# [EXERCISE INSTRUCTIONS]
Which lines in the listing below contain the word "into"? Copy each one.

# [DATA RECORDS]
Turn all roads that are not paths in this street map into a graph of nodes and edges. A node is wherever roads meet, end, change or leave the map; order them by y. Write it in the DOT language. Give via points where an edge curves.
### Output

---

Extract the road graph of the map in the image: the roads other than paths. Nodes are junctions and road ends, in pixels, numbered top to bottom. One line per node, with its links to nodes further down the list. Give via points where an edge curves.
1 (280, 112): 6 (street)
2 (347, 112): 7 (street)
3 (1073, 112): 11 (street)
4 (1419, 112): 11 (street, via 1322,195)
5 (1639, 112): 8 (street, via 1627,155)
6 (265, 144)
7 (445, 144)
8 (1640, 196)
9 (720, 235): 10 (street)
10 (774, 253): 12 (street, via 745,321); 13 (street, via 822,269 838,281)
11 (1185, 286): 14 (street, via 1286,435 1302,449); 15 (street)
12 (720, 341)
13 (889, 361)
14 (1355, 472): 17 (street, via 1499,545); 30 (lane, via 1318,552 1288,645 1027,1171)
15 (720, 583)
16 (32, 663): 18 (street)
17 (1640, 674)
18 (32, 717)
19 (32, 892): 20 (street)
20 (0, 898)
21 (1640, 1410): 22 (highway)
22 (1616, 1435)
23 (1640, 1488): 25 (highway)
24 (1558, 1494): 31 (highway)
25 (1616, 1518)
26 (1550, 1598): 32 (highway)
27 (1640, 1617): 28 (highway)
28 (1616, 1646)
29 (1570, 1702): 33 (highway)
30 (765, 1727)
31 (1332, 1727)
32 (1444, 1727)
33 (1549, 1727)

==

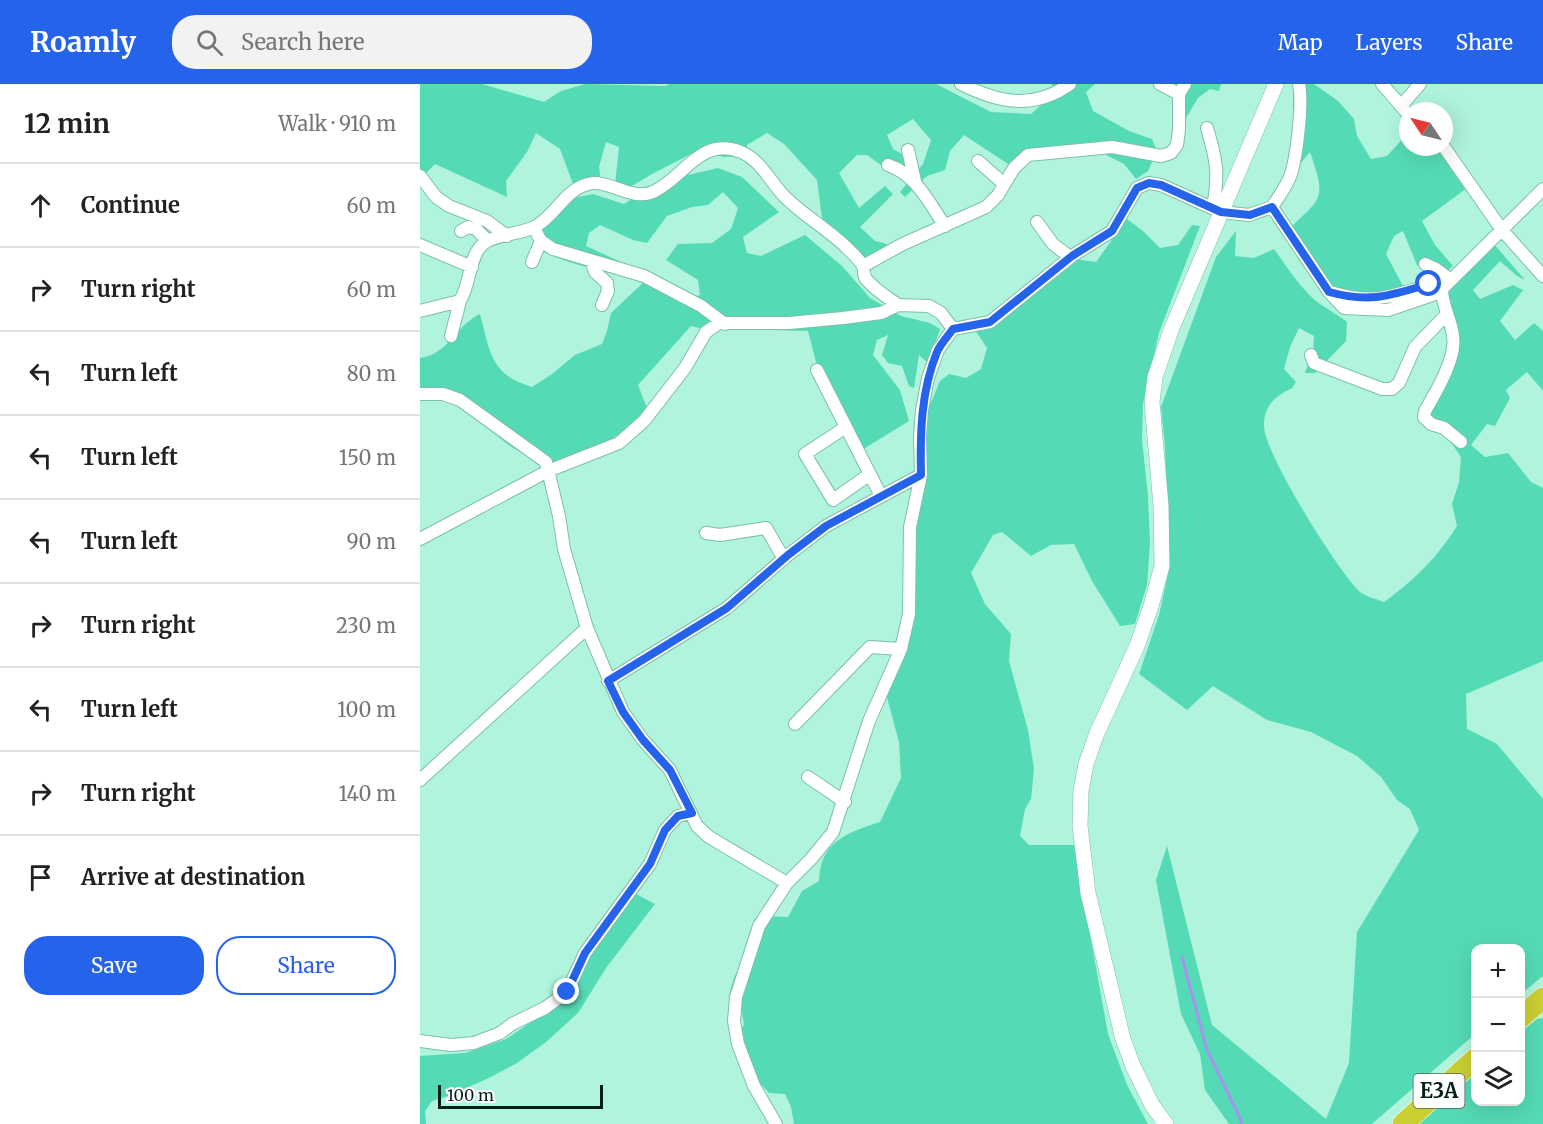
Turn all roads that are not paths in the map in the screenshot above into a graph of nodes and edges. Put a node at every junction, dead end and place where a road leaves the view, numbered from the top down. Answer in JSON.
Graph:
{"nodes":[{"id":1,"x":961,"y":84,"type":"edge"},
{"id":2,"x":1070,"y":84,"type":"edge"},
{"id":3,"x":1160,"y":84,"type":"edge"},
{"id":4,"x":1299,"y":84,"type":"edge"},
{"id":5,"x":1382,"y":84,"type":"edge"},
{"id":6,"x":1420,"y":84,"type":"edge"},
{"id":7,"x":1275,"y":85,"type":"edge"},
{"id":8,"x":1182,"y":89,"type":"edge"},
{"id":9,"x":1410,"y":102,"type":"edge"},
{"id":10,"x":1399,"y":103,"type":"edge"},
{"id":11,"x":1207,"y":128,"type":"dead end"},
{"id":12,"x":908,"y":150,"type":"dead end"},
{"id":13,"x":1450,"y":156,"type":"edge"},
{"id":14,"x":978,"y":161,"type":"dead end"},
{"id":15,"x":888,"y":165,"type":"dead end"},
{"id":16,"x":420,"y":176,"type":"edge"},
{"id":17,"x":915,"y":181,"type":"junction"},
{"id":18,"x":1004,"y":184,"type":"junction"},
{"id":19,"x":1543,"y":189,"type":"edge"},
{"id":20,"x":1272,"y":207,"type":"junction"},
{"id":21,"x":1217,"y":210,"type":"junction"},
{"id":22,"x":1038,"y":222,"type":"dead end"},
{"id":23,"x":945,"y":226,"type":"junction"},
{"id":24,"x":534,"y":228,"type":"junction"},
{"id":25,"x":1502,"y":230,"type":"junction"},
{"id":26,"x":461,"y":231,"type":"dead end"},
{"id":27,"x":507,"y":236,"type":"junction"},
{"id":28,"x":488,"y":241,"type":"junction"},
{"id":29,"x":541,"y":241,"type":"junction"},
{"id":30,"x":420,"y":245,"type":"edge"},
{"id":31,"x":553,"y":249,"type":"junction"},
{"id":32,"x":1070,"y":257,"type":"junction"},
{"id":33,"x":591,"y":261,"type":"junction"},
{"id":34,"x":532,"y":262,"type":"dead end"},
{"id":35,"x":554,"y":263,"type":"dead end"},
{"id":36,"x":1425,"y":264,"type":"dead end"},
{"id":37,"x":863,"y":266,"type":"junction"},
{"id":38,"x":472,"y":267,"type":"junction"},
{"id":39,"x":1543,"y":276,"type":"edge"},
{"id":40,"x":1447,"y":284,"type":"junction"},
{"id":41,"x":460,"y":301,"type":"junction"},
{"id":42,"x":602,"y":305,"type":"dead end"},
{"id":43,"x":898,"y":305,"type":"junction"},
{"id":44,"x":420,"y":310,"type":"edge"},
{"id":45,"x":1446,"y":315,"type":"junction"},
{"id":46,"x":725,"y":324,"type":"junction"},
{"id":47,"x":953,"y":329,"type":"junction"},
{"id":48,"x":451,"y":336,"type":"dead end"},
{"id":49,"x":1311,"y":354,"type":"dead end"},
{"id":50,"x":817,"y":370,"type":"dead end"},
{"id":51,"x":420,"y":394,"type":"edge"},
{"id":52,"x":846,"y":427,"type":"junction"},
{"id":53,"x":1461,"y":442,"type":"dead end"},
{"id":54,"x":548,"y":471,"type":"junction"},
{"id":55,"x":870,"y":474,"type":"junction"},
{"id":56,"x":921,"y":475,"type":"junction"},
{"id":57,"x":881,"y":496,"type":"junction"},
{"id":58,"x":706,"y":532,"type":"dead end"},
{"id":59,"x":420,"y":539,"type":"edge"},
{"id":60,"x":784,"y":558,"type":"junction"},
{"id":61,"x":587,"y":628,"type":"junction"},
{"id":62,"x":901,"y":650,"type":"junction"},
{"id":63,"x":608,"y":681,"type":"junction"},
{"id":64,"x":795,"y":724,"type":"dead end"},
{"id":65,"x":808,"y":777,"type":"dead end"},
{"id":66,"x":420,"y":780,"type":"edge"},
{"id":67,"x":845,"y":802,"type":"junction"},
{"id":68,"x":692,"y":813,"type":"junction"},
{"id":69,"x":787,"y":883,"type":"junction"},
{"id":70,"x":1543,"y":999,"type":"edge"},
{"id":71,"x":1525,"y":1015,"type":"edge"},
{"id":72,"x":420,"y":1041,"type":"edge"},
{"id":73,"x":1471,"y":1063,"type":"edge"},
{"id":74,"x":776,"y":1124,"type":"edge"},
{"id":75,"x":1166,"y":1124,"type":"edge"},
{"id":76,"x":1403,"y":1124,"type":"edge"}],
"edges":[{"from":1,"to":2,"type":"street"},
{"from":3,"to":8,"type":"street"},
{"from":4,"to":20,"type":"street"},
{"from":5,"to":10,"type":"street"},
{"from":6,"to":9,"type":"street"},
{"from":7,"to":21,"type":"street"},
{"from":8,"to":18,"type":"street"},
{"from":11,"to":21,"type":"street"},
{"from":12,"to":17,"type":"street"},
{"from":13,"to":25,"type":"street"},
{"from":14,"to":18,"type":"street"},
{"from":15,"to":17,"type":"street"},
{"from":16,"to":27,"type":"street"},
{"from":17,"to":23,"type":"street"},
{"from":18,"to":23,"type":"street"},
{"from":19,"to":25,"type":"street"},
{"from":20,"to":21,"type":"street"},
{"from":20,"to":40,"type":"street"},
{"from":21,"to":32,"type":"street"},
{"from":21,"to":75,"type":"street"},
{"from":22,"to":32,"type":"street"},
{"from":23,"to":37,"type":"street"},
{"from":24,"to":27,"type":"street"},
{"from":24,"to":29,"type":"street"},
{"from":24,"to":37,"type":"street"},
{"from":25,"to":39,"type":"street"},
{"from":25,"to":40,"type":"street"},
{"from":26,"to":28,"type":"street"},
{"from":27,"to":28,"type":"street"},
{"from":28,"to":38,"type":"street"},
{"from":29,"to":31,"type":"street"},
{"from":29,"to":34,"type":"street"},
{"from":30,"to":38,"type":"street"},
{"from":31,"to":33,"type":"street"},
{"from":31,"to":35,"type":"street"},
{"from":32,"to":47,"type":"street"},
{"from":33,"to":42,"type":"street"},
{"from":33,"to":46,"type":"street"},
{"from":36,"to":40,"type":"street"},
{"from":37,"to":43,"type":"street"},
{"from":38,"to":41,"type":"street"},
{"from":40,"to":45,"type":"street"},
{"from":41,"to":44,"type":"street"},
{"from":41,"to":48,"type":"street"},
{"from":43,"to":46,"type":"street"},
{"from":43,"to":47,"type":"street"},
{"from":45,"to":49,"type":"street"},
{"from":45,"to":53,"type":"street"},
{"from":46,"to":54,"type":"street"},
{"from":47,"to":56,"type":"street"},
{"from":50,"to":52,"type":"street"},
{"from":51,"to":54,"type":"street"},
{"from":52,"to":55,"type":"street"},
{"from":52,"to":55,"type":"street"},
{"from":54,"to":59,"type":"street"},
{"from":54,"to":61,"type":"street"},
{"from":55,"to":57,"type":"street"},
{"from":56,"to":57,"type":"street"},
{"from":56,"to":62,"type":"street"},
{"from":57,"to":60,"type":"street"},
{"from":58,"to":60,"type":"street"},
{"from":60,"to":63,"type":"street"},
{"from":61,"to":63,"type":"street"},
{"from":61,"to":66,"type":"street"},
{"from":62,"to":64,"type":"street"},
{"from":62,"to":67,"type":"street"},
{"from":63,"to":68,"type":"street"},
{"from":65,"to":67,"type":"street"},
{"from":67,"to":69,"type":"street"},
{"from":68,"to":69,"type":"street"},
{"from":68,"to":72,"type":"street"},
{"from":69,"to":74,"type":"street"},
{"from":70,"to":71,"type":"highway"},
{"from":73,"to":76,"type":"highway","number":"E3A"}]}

# [ANSWER AREA]
Turn all roads that are not paths in this street map into a graph of nodes and edges. A node is wherever roads meet, end, change or leave the map; order them by y. Write it in the DOT language. Give via points where an edge curves.
Turn all roads that are not paths in the map in the screenshot above into a graph of nodes and edges. Put a node at every junction, dead end and place where a road leaves the view, numbered from the top down. Answer in JSON.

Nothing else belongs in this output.